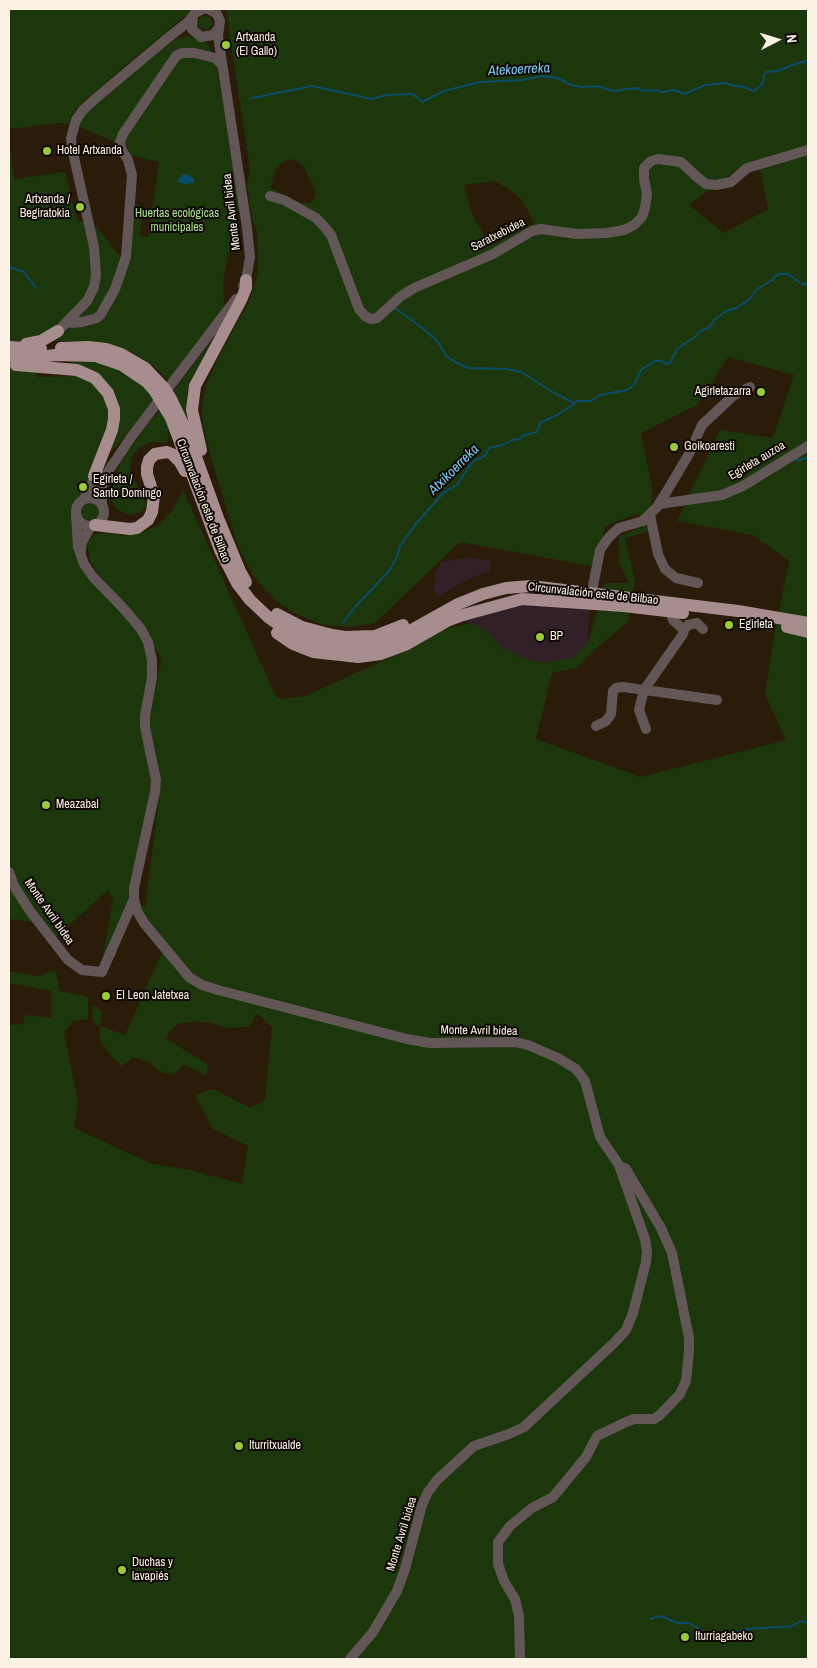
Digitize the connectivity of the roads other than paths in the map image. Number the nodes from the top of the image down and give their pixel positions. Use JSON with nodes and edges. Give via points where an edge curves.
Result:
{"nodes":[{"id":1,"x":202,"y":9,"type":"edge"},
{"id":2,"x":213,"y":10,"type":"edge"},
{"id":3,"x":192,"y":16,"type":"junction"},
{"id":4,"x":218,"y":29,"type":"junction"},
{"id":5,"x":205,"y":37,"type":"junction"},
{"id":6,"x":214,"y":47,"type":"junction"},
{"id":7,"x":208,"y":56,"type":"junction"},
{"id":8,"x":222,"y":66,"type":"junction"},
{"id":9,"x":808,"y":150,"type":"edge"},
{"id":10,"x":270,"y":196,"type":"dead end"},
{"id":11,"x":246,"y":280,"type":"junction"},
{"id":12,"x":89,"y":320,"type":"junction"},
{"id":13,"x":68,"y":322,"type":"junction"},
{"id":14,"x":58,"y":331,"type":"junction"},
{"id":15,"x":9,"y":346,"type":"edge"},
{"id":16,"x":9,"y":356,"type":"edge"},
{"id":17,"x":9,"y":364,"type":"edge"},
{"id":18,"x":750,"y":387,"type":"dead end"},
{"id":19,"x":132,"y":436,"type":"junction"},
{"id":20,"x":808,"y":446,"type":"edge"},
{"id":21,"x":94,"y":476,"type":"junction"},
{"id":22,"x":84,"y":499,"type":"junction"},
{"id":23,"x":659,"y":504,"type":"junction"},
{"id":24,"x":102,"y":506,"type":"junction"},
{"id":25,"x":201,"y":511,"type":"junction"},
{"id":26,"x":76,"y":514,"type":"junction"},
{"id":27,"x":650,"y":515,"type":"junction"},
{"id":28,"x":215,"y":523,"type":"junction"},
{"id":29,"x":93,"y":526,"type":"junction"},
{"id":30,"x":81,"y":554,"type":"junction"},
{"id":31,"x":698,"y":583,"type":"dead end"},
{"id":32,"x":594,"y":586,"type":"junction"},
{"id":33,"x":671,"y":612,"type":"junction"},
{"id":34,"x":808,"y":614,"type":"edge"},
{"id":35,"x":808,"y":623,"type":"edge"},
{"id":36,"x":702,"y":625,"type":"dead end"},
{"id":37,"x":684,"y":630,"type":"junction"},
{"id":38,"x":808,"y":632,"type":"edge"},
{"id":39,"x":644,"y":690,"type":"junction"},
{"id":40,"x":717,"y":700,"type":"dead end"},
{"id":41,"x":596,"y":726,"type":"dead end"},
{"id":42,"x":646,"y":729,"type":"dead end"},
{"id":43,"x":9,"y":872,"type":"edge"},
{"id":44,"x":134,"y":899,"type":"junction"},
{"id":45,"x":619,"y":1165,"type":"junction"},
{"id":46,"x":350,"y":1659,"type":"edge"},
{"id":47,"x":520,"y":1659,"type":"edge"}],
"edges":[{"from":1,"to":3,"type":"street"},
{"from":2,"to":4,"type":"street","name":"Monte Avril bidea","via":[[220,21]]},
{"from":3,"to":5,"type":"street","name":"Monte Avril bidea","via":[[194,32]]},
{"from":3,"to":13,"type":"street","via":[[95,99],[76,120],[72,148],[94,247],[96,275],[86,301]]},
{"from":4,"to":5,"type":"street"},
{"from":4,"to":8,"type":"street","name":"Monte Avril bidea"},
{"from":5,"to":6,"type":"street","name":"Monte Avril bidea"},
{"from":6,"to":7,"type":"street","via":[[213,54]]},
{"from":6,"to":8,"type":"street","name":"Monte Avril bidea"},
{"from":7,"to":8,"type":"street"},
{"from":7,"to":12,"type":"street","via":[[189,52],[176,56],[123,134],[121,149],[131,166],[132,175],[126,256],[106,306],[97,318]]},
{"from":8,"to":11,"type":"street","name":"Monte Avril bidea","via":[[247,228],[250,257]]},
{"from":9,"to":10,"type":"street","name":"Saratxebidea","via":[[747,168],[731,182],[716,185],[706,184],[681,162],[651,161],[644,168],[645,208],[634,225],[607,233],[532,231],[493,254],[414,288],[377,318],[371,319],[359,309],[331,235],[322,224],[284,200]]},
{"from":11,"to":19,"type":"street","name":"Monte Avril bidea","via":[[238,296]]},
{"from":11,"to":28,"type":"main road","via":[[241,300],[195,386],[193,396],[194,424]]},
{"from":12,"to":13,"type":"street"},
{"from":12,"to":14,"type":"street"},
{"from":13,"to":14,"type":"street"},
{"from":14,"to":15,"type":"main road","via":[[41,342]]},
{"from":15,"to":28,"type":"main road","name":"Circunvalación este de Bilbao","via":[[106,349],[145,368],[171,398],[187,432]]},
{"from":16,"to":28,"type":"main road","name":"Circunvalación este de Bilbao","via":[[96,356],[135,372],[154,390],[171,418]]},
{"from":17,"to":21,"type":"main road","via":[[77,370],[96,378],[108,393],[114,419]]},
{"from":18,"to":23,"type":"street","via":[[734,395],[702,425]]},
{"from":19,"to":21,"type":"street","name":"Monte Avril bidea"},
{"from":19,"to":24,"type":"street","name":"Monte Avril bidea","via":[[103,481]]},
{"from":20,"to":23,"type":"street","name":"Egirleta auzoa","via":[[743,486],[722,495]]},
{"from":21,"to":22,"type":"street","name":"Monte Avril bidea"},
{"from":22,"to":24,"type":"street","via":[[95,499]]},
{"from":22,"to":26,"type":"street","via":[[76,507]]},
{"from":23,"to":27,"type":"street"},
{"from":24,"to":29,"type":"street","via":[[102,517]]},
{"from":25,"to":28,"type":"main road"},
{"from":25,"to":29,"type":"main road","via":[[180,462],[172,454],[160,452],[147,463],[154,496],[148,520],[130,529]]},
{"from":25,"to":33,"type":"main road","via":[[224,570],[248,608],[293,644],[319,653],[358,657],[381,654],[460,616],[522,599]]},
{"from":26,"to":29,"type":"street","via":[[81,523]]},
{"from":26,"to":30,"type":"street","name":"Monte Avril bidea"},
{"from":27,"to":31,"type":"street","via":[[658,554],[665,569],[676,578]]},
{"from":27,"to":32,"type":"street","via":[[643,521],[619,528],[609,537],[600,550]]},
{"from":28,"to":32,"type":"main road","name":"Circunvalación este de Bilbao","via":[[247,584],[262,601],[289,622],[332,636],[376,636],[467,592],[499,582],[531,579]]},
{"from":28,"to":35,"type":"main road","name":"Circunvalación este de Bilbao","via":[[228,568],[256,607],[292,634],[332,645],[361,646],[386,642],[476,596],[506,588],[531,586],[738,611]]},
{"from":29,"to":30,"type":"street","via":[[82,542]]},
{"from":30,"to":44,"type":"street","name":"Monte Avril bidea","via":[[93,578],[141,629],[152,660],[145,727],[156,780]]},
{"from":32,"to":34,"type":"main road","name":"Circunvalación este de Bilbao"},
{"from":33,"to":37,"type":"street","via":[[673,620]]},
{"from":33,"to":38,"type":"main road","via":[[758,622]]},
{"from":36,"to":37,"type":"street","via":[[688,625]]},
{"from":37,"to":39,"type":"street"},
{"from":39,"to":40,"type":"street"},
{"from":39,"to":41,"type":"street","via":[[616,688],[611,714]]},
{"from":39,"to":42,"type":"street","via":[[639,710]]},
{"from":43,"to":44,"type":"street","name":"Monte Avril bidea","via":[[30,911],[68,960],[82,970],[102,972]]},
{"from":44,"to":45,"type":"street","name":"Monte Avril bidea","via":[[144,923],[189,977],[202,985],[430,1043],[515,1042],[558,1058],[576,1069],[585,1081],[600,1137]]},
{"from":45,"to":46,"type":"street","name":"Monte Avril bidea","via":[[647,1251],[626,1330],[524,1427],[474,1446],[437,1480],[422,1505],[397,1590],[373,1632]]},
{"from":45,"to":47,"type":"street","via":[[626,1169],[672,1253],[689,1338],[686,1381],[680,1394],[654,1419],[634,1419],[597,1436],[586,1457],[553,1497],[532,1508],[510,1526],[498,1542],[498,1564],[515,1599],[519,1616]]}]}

■ Directions for this task: For the word "edges", say how many lines of the listing contain it; give the number alone.

■ Exercise result: 2